**Task to carry out:** Give a single number in reply. It is the count of lines below that contain the string "Génin".

[Stored data]
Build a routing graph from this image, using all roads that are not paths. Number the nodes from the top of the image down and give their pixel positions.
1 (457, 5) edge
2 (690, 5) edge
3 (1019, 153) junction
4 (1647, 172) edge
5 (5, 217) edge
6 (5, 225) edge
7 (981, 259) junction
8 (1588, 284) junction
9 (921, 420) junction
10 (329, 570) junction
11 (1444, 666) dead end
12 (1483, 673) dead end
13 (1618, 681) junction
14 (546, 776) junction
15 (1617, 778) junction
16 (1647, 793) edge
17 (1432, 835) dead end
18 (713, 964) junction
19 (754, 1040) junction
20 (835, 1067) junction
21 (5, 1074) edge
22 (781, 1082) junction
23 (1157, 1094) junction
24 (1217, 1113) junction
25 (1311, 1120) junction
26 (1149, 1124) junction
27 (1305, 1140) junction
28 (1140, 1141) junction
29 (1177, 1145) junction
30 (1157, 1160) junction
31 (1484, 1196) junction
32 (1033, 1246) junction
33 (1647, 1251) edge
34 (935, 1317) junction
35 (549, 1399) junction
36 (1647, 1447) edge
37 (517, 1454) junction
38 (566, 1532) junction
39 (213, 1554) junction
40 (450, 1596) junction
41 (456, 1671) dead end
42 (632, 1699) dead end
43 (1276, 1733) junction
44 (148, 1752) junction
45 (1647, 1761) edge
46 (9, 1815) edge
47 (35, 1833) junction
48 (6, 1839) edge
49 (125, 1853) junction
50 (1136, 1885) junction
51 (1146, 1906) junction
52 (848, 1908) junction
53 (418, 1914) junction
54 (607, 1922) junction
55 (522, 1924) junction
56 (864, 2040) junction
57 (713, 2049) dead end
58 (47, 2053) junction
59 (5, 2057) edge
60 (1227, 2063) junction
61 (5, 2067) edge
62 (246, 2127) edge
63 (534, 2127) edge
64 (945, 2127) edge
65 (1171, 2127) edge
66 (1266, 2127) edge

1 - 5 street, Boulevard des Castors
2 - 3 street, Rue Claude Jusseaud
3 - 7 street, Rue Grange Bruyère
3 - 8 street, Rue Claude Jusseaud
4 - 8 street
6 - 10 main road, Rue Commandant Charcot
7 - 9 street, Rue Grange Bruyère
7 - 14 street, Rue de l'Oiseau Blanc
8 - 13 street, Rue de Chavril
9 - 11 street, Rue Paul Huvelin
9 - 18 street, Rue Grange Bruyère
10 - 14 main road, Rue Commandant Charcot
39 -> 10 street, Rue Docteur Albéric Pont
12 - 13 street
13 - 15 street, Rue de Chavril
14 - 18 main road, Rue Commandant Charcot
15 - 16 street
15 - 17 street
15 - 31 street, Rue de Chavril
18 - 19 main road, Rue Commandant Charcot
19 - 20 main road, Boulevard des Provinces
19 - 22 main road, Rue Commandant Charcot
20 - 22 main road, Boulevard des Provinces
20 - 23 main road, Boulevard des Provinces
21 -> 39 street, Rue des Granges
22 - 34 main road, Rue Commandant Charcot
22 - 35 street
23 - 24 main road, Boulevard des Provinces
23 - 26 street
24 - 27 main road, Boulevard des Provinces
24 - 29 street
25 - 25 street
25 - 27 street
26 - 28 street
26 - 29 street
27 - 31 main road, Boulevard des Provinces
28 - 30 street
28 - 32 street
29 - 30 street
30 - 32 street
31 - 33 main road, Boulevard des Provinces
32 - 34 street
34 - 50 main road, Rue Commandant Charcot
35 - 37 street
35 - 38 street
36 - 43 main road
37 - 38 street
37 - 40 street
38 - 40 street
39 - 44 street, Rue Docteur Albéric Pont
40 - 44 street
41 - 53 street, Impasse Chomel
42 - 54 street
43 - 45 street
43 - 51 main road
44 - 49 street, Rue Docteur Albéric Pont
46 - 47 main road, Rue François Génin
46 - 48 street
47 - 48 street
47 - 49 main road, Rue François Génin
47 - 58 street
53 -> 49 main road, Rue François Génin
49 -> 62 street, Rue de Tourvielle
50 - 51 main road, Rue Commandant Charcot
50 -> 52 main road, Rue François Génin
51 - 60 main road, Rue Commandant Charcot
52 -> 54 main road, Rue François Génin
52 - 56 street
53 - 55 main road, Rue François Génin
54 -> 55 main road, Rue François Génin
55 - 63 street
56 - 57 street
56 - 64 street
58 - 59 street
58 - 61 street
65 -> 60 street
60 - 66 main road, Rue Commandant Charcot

**Task output:** 7